Der ORF arbeitet an neuen Regeln für seine Journalisten – und was diese auf Facebook und Twitter posten/liken/retweeten dürfen. Die derzeitige Formulierung (bisher ein Entwurf*) drang bereits an die Öffentlichkeit und sorge für Furore – meines Erachtens zu Recht.

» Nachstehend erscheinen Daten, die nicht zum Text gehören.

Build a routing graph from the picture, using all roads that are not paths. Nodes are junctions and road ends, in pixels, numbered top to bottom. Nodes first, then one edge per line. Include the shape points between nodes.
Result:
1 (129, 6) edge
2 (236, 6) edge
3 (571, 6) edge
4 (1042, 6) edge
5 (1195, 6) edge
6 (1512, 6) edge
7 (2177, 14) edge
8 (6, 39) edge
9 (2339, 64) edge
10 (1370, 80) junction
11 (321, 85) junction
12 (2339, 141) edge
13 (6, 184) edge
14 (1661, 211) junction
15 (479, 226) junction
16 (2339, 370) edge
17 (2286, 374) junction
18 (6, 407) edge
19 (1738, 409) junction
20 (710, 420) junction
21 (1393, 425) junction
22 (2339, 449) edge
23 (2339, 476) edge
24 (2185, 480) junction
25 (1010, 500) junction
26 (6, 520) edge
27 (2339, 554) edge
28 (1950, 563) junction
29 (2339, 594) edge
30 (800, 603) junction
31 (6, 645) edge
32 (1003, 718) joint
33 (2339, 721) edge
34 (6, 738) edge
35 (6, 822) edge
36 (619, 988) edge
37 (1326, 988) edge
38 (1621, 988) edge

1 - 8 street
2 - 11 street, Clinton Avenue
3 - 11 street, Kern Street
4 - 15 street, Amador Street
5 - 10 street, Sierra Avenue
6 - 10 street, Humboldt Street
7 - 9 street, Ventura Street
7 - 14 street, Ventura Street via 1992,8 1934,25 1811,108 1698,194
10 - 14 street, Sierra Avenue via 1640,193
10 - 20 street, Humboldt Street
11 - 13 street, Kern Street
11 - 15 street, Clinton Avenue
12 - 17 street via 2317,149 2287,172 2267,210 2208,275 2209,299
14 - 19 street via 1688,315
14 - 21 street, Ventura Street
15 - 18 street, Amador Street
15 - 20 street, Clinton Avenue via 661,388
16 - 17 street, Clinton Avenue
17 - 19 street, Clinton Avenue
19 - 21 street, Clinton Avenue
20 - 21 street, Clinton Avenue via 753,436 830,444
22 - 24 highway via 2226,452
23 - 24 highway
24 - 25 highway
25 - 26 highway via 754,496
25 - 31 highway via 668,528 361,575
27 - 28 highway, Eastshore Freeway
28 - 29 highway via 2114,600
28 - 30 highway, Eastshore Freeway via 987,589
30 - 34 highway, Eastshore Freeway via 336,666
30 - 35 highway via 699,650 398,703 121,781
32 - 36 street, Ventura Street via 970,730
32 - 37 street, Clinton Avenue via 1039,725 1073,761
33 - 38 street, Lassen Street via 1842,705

Hier ein paar Argumente, warum mir dieser Text für Social-Media-Regeln des ORF nicht behagt:

– Argument 1: Keine Kritik erlaubt

 

Ich finde es richtig, dass Medienhäuser Leitlinien für Social Media verfassen. Das Problem am konkreten Entwurf Text im ORF ist, dass dieser extrem weitreichend ist. So wird den Journalisten angeordnet, sie sollen keine Kritik, keine Wertung gegenüber Politikern oder politischen Institutionen äußern. Ich will einen Teil des aktuellen Schreibens zitieren – gefettet sind jene Formulierungen, die mir am problematischsten scheinen:

 

“Zur Sicherstellung dieser Grundsätze, Vorgaben und Empfehlungen und damit der Glaubwürdigkeit des ORF und seiner Mitarbeiter/innen ist daher auch im privaten Umfeld zu verzichten auf

– öffentliche Äußerungen und Kommentare in sozialen Medien, die als Zustimmung, Ablehnung oder Wertung von Äußerungen, Sympathie, Kritik und “Polemik” gegenüber politischen Institutionen, deren Vertreter/innen oder Mitgliedern zu interpretieren sind.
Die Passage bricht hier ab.